Mother Maria was moved to Ravensbruck where, after displaying extraordinary strength of character in comforting young women with her ever-cheerful disposition, the appalling conditions eventually took her life just weeks before liberation. Could the Germans be forgiven for all this?

Well, there is an essential aspect of courage often portrayed by Christians who have suffered at the hands of others – and that is the power to forgive.

Dutch Christian Corrie ten Boom somehow survived Ravensbruck, which tragically took the life of her beloved sister Betsie. And when, just two years later in 1947, she spoke of forgiveness to a church in Munich, one of the guards who had mistreated them so terribly asked for her forgiveness. He had become a Christian and knew his sins were forgiven, but wanted to hear it from her, personally.

This took great courage. It was the hardest thing she had ever had to do. But she knew that without forgiveness, we simply can’t move on – either in this world, or to the next.

“For I had to do it – I knew that,” she said back in November 1972. “The message that God forgives has a prior condition: that we forgive those who have injured us. ‘If you do not forgive men their trespasses,’ Jesus says, ‘neither will your Father in heaven forgive your trespasses.’ (Matt 6:15)4

I conclude with the testimony of Louis Zamperini, an Olympic athlete who, having survived 47 days at sea after crashing his plane in World War II, was tortured by the Japanese. At home in America, he was given up for dead, but he eventually returned to a hero’s welcome.

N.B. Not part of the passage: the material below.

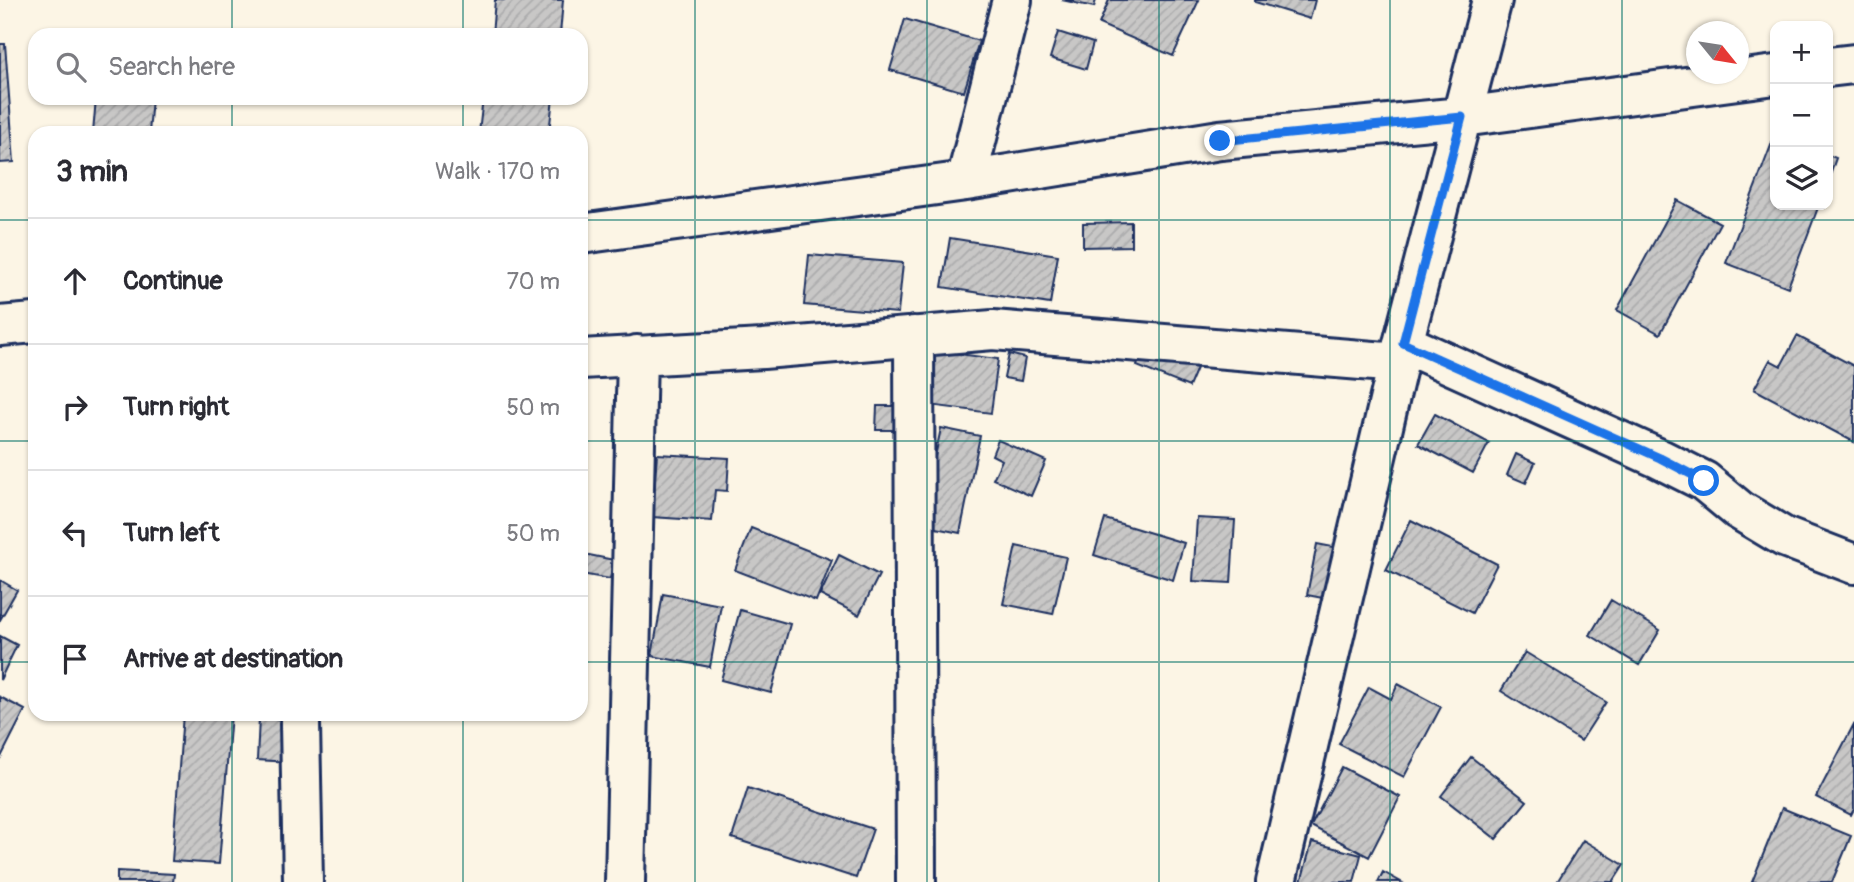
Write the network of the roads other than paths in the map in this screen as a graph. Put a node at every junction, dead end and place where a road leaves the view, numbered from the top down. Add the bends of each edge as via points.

However, he suffered terribly from PTSD (post-traumatic stress disorder) with recurring nightmares of his torture for which he planned to take revenge. His wife was about to divorce him as he was becoming so difficult to live with. But, in 1949, she persuaded him to hear evangelist Billy Graham in Los Angeles where he gave his life to Jesus, finally acting on a promise he made when his life was threatened at sea that, if God saved him, he would serve him.

Louis was totally transformed as, with melted heart, he eventually travelled to Tokyo to meet his former captors – not to exact vengeance, but to embrace and forgive them, just as Jesus had forgiven him.5

I believe we Christians are entering a period of greatly increased pressure, which will demand matching courage along with the readiness to forgive our persecutors. We need to be clothed with the full armour of God, “for our struggle is not against flesh and blood, but against the rulers, against the authorities, against the powers of this dark world and against the spiritual forces of evil in the heavenly realms.” (Eph 6:12)
1Extra-judicial law based on Islamic principles
2Christian Concern, 26th September 2020
3Her story is featured in an excellent new book, Defying the Holocaust, by Tim Dowley (SPCK)
4A quote from Guideposts magazine in November 1972, a year after publication of her best-selling book The Hiding Place
5His story is beautifully told in the two-part movie Unbroken: Path to Redemption and its sequel.